Just about the only thing that’s surprising about Dark Waters is that it’s not a crappy shark horror movie; rather, it’s a crappy shark action movie, and even that’s a stretch considering the creatures spend a long stretch in the middle in a comatose state. In the interim, it’s just an anonymous action movie, and not even one that plays to Lamas' strengths as a martial artist. Instead, there’s just a bunch of generic shooting and cliché action movie banter, at least when the movie’s not just drowning in exposition, its wallpaper score droning on and on, condemning Dark Waters to the murky depths of memory hole oblivion. Having seen a lot of these things, even I’m struggling to imagine how I’ll ever differentiate it from all the others. Quatrell’s quest for Atlantis provides a nice angle that the film largely opts to sidestep in favor of cluttering its stars within grungy, industrial settings as they hem and haw over the logistics and morality of tinkering with the sharks.

Like so many of its contemporaries, Dark Waters is undone by a budget that can’t possibly keep up with its vision. For whatever reason, this rash of shark movies really tried to pull off what Renny Harlin and company did on Deep Blue Sea with a fraction of that film’s budget, dooming the productions before they could really get started. Don’t get me wrong: a big budget doesn’t guarantee success by any means, but it’s also true that a movie like Dark Waters requires convincing effects work to be effective. Short of that, it requires crafty filmmaking to compensate for a small budget and create suspense without leaning on explicit visuals. Dark Waters is the worst of both worlds: lackluster effects work and a director with no interest in working around it, so Phillip Roth subjects you to the film’s utter badness at every turn. Considering even the effects work in Deep Blue Sea can be lovingly described as “dodgy,” it’s certainly a choice for a movie to be unrepentant about its shoddy budget. Lord grant me the confidence of all these dudes who thought they could replicate Renny Harlin even though they are, in fact, not Renny Harlin.

What else do we have here? I guess there’s a subplot involving Quatrell’s long lost father, who disappeared when he was a child to go work on a top secret government project. What a coincidence! It’s meant to introduce both mystery and sentiment to the proceedings, but there’s nothing mysterious about a scientist wandering into the lab acting cagily around Quatrell, nor is there anything particularly rousing about the father and son’s reunion. Everything about the subplot feels like everyone involved was just trying to create the impression of this being a real movie that can really be about something when all anyone really wants from it is some decent schlock—not that anyone can reasonably expect this from it, so I don’t even know if it’s a disappointment when the sharks fail to be realistically menacing.
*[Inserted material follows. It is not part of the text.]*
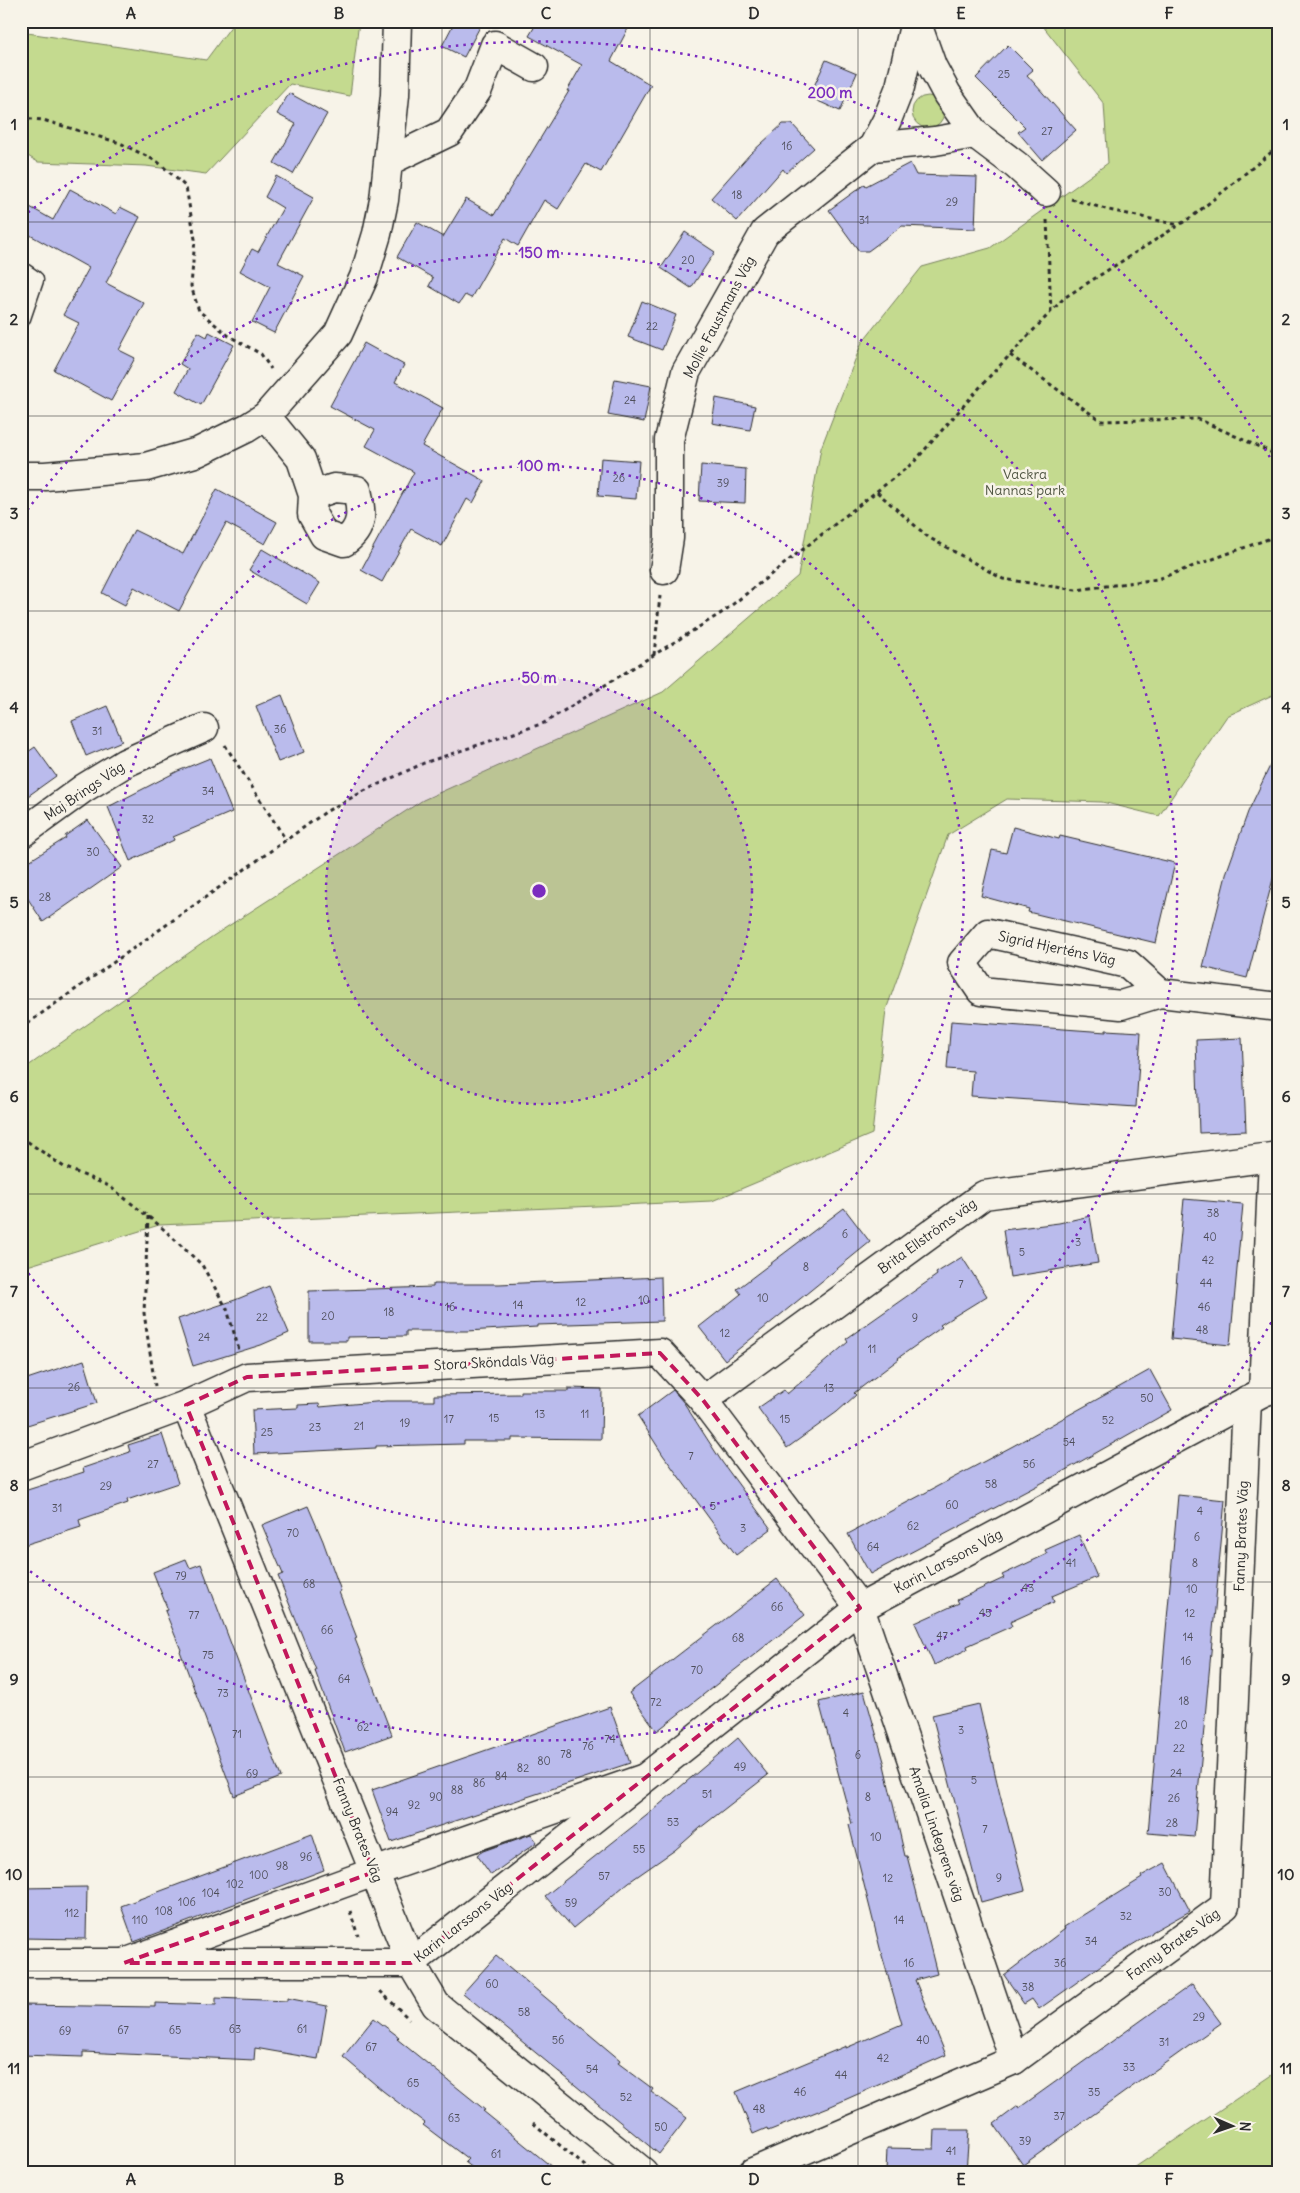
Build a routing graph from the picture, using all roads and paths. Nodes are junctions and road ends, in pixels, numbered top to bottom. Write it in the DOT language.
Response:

I’ve said this at least a dozen times before, but this is the ultimate indictment of these low-budget shark movies: you don’t even dare to set your expectations too high for them, much less get excited about a movie where Lorenzo Lamas does battle with great whites. It makes for a decent defense mechanism, I suppose, to always brace for this and set low expectations. That way, when one proves to even be moderately competent, it’s like finding a diamond in the rough. Dark Waters is not even close, and it’s not close in the same ways these movies never come close. Just once, I would at least like to see one of them take a wild swing and be memorably bad enough to distinguish itself. As it stands, though, Dark Waters and many of its contemporaries—Raging Sharks, Megalodon, Shark Hunter, among others— and you’d never know the difference. They’re just an amorphous glob of junk, each of them terrible in the exact same, bland way.

*Yes, Lamas did pop up in Mega Shark vs. Giant Octopus, but this one hailed from an entirely different era of shitty shark movies—get you a man who can do both, as the kids say.